Underpayments: The Mortgage Chill Pill
Underpayments are the perfect feature for when life throws you a curveball, and you need to take it easy on the payments for a bit.
Underpayments let you pay less than your regular monthly amount, typically with your lender's permission. However, underpayments usually require you to have overpaid in the past or be ahead on your mortgage schedule. It’s like a financial rainy-day fund – you need to have saved up those sunny day payments first.
It’s great for those times when your budget is tighter than your favourite pair of jeans after the holidays. Maybe you’ve had an unexpected expense or just need a financial breather.
Payment holidays: The Mortgage Vacation
Payment holidays became a much talked about topic during the pandemic when so many people lost their income.
While not all lenders will this option, some will allow you to take up to 3 months break from your mortgage repayments under special circumstances. But remember, you’ll still have to make up these payments in the long run!
Portable Mortgages: The Home-Hopping Hero
If you’re someone who loves change and adventure, then you’ll want to know if your mortgage is portable – the home-hopping hero of mortgage features.
A portable mortgage allows you to transfer your existing mortgage, and rate, to a new property without incurring early repayment charges.
If you’re planning to move before your mortgage term ends, or are only halfway through a 5-year fixed period with a brilliant interest rate that you don’t want to leave behind, porting your mortgage can save you from hefty fees and the hassle of getting a new mortgage.
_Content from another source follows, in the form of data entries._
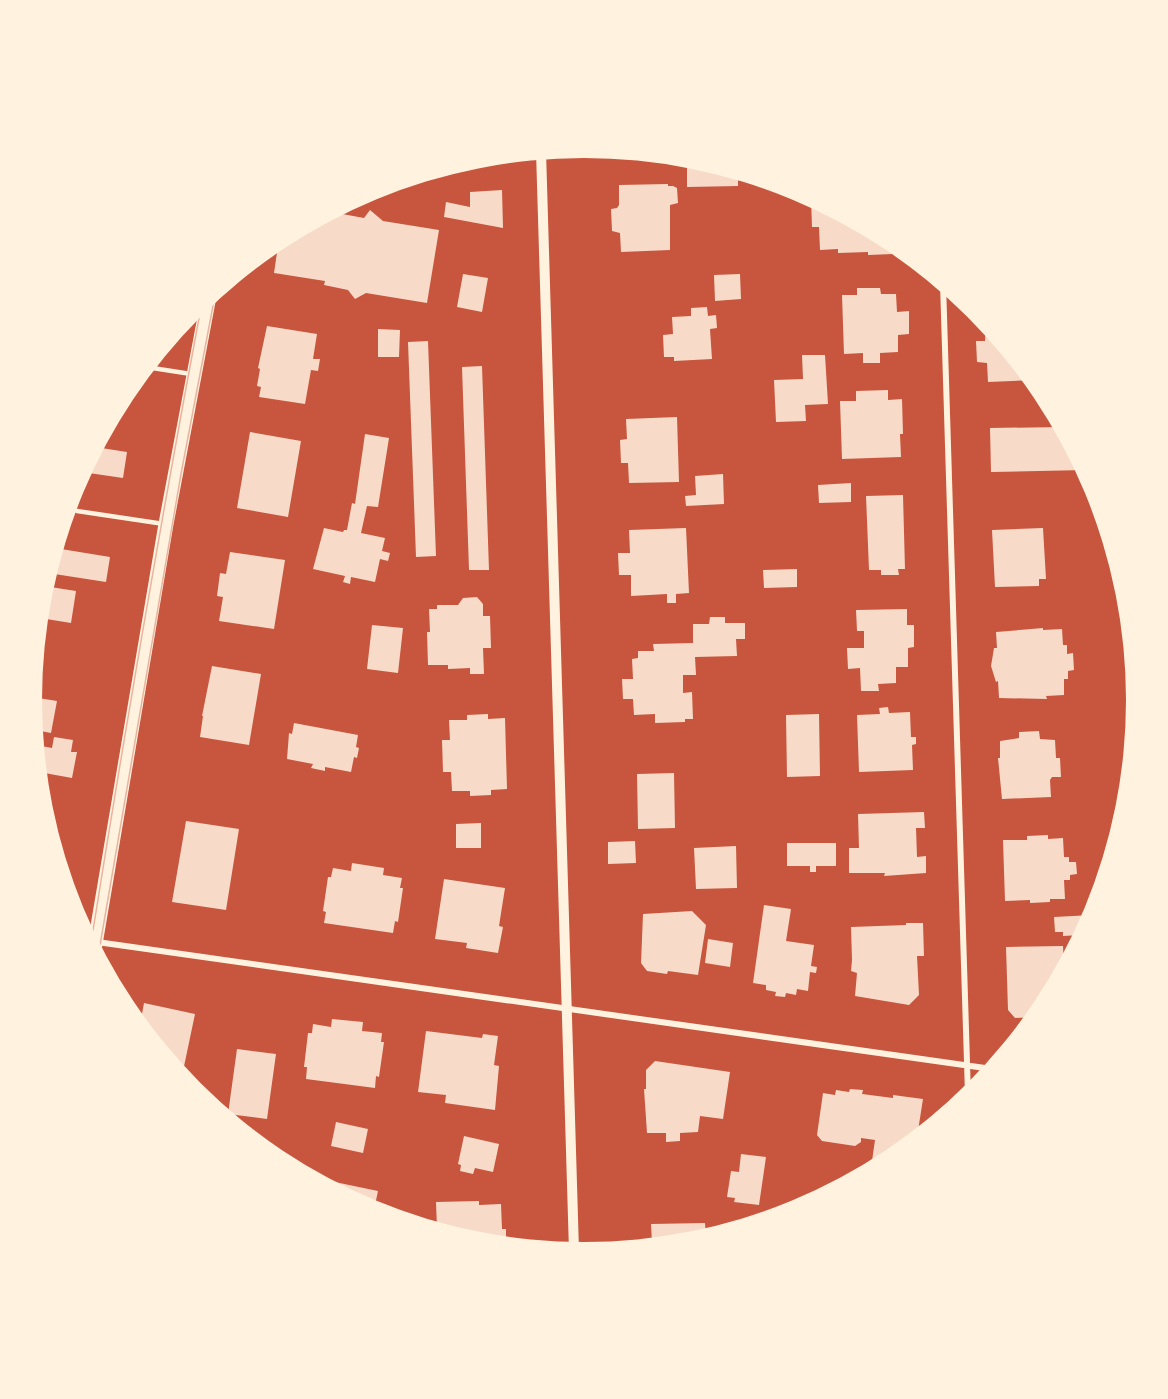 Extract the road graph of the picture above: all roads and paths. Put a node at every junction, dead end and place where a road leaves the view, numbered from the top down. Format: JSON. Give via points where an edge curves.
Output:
{"nodes":[{"id":1,"x":541,"y":160,"type":"edge"},
{"id":2,"x":943,"y":294,"type":"edge"},
{"id":3,"x":206,"y":311,"type":"edge"},
{"id":4,"x":155,"y":369,"type":"edge"},
{"id":5,"x":194,"y":375,"type":"junction"},
{"id":6,"x":77,"y":511,"type":"dead end"},
{"id":7,"x":166,"y":524,"type":"junction"},
{"id":8,"x":97,"y":936,"type":"edge"},
{"id":9,"x":102,"y":947,"type":"edge"},
{"id":10,"x":567,"y":1008,"type":"junction"},
{"id":11,"x":968,"y":1065,"type":"junction"},
{"id":12,"x":982,"y":1067,"type":"edge"},
{"id":13,"x":968,"y":1082,"type":"edge"},
{"id":14,"x":574,"y":1241,"type":"edge"}],
"edges":[{"from":1,"to":10,"type":"street"},
{"from":2,"to":11,"type":"street"},
{"from":3,"to":5,"type":"main road"},
{"from":4,"to":5,"type":"lane"},
{"from":5,"to":7,"type":"main road"},
{"from":6,"to":7,"type":"lane"},
{"from":7,"to":8,"type":"main road"},
{"from":9,"to":10,"type":"street"},
{"from":10,"to":11,"type":"street"},
{"from":10,"to":14,"type":"street"},
{"from":11,"to":12,"type":"street"},
{"from":11,"to":13,"type":"street"}]}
It’s like having a magical carpet that takes your mortgage with you wherever you go.
If you need to borrow more in order to buy your step-up home, the lender might be willing to port your existing mortgage amount and rate, but any additional borrowing will likely be in line with the lender’s rates and offers at the time you apply.
Not all mortgages are portable, and even if yours is, you’ll need to meet your lender’s criteria for the new property. Think of it as moving house with a very particular pet – it needs to approve the new digs.
Early Repayment Charges (ERCs): The Mortgage Party Pooper
ERCs are fees you pay if you repay your mortgage (or a significant chunk of it) before the end of your agreed term. Usually these will apply within the fixed-term portion of your mortgage, and will scale down with each year – for example 2% in the first year of a 2-year fixed deal, and 1% in the second year.
Lenders charge ERCs because they count on the interest you’ll pay over the fixed term. Paying off early means they lose out on some of that sweet, sweet interest. Think of it as breaking up with your mortgage early – it wants some compensation for the heartbreak.
Before making any big repayment moves, check your mortgage terms. Some mortgages allow overpayments up to a certain amount without triggering ERCs. It’s like navigating a field of daisies without stepping on any bees.
And there you have it – the quirky world of mortgage features demystified! From supercharging your payments to chilling out with underpayments, hopping homes with portable mortgages, and dodging the ERC party pooper, you’re now equipped with the knowledge to navigate your mortgage like a pro.
Remember, always read the fine print and consult with your lender to find out what’s best for your unique situation.